Richard took both his hands and held them strongly. “I know I keep saying it, but I cannot thank you enough, Cousin James. What would I have become without you?”
“A bloody sight dirtier, Richard my love,” said Lizzie Lock after Cousin James-the-druggist had gone. “ ’Tis the apothecary gives ye your drips, soaps, oil of tar and all the rest of your popish ceremonials. Ye remind me of a priest saying Mass.”
“Aye, he is a fussy bugger,” said Bill Whiting, smiling. “It ain’t necessary, Richard my love—look at the rest of us.”
“Talki
ng of buggery, Bill, I saw you sneaking around my sheep the other day,” said Betty Mason, who kept a flock for Old Mother Hubbard. “Leave them alone.”
“What chance do I have to bugger anybody except Jimmy and Richard my love? And they will not be in it. I hear, by the by, that all our lugging of rocks is to go for naught—Old Mother Hubbard says there is talk of a new style for the new prison.”
“I hear that too,” said Richard, sopping up the last of his soup with a piece of stale bread.
Jimmy Price sighed. “We are like whosit thingummabob who kept on having to roll the boulder up the hill but it always came down again. Christ, it would be nice to work for some purpose.” He glanced across to where Ike Rogers was hunched at the far end of the table the old brigade defended against all presumptuous comers. “Ike, ye have to eat. Otherwise Richard my love will have your soup too, the hungry bugger. I ain’t noticed the other five gallows birds off their food, nor worried much either. Eat, Ike, eat! Ye will not hang, I swear it.”
Ike vouchsafed no reply; the blustering bully was no more. Highwaymen were considered the aristocrats of criminals, but Ike could not seem to come to terms with his fate or adopt the die-hard attitude of the other five in similar case.
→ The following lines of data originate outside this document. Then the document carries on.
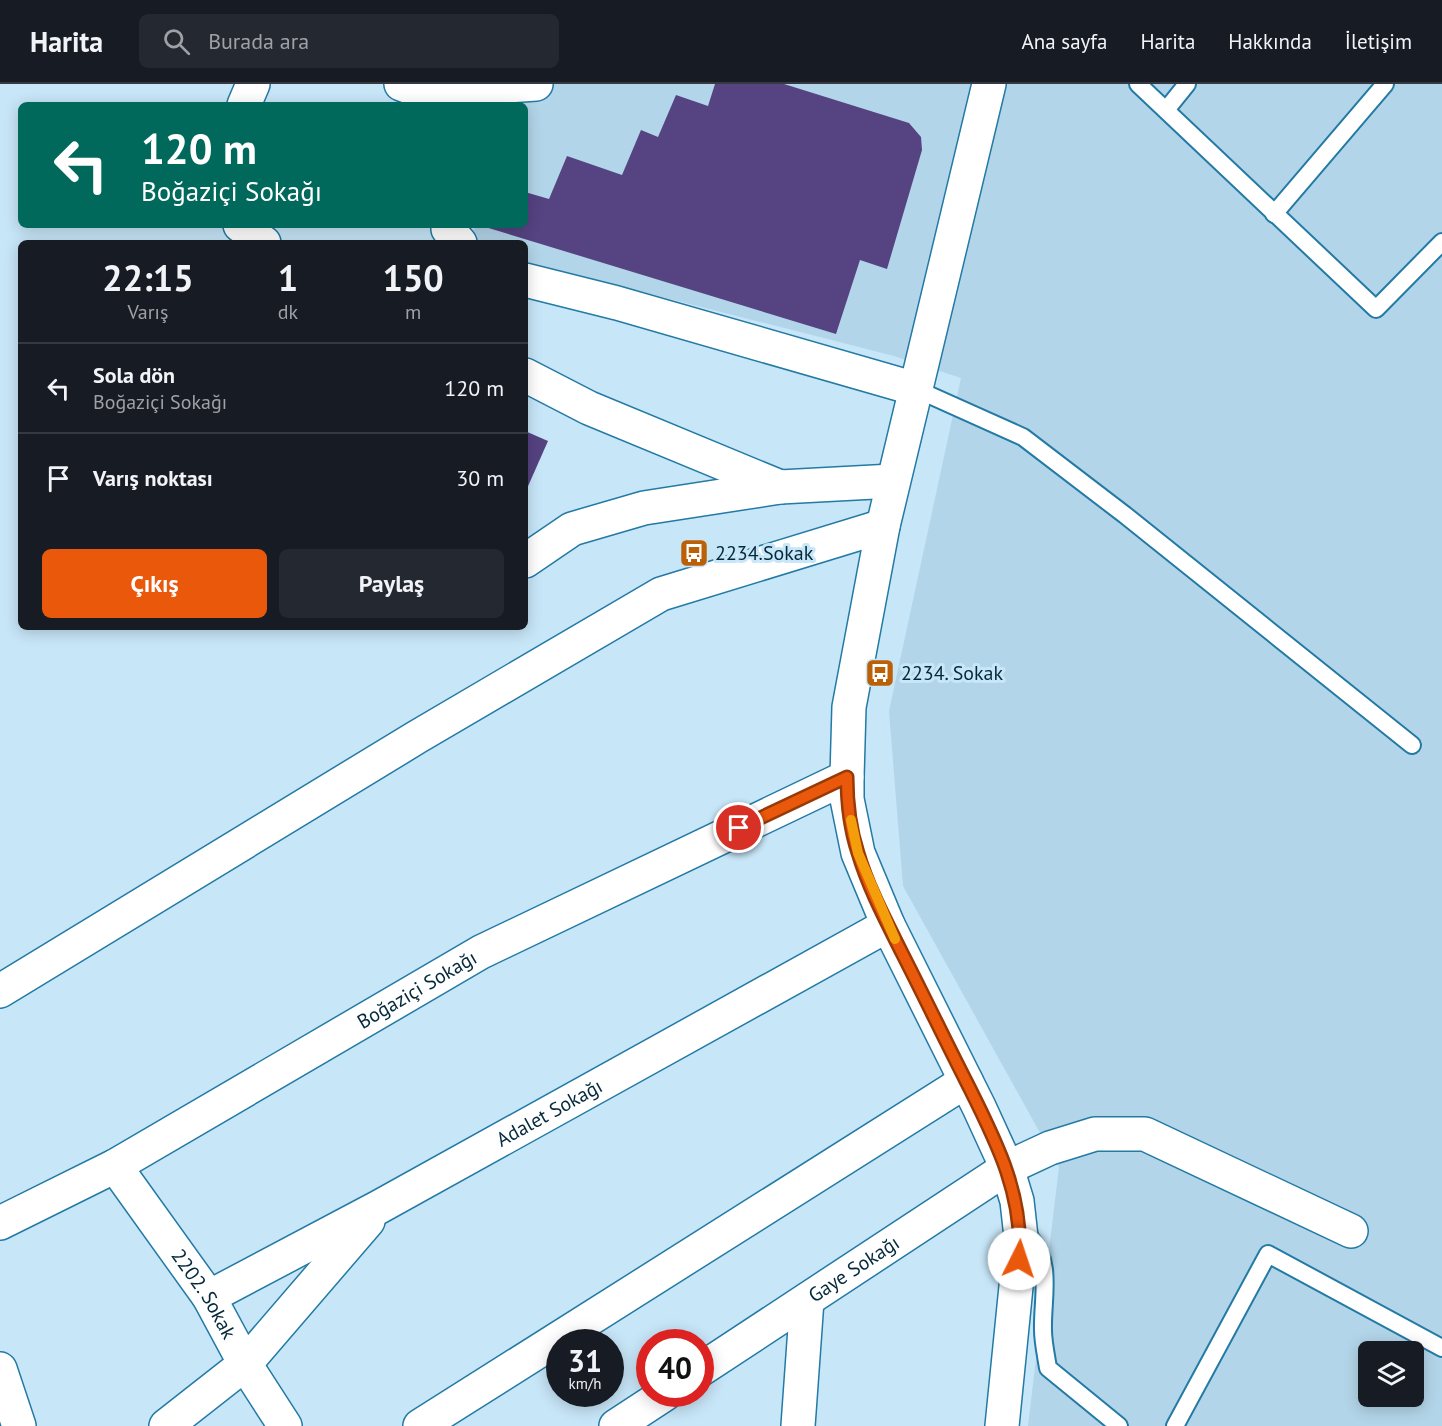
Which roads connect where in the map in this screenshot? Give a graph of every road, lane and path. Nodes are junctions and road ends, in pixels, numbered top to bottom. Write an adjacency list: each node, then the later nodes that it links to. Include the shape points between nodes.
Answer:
1 (253, 84): 9 (street)
2 (401, 84): 8 (street, via 423,92)
3 (536, 84): 8 (street)
4 (989, 84): 19 (street)
5 (1138, 84): 10 (lane)
6 (1187, 84): 10 (lane)
7 (1385, 84): 11 (lane)
8 (471, 97)
9 (245, 102)
10 (1166, 110): 11 (lane)
11 (1274, 214): 16 (lane, via 1376,309)
12 (244, 228): 14 (street)
13 (448, 228): 15 (street)
14 (260, 240)
15 (457, 240)
16 (1442, 242)
17 (528, 281): 19 (street)
18 (528, 377): 21 (street, via 589,408)
19 (916, 389): 20 (street); 24 (lane, via 1023,437)
20 (893, 481): 21 (street); 22 (street)
21 (780, 487): 23 (street, via 644,508 572,529)
22 (883, 526): 25 (street, via 849,707); 27 (street, via 662,594 417,736)
23 (528, 559)
24 (1412, 745)
25 (847, 777): 26 (street, via 847,799 858,853); 29 (street, Boğaziçi Sokağı, via 482,952)
26 (888, 926): 28 (street); 31 (street, Adalet Sokağı)
27 (0, 991)
28 (966, 1081): 30 (street); 45 (street)
29 (115, 1166): 32 (street, Boğaziçi Sokağı); 35 (street, 2202. Sokak)
30 (1007, 1168): 33 (street, Gaye Sokağı, via 1050,1148 1095,1134 1145,1134); 34 (street, via 1017,1201); 36 (street, Gaye Sokağı)
31 (379, 1207): 35 (street, Adalet Sokağı); 39 (street)
32 (0, 1222)
33 (1351, 1231)
34 (1021, 1237): 48 (street); 49 (lane, via 1030,1238 1039,1247 1045,1267 1043,1331 1048,1368)
35 (210, 1297): 39 (street, 2202. Sokak)
36 (807, 1300): 38 (street, Gaye Sokağı); 47 (street)
37 (1442, 1348): 50 (lane, via 1268,1254)
38 (714, 1361)
39 (245, 1364): 43 (street); 44 (street, 2202. Sokak)
40 (0, 1369): 42 (street)
41 (645, 1407): 46 (street)
42 (19, 1426)
43 (166, 1426)
44 (285, 1426)
45 (420, 1426)
46 (616, 1426)
47 (798, 1426)
48 (1002, 1426)
49 (1119, 1426)
50 (1175, 1426)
Richard went to sit on the bench beside him and put an arm about his shoulders. “Eat, Ike,” he said cheerfully.
“I am not hungry.”
“Jimmy is right. Ye will not go to the gallows. It is over two years since anybody hanged at Gloucester, though many have been sentenced to it. Old Mother Hubbard needs us to work to get his thirty pence a week for each of us. If we do not work, he gets but fourteen pence.”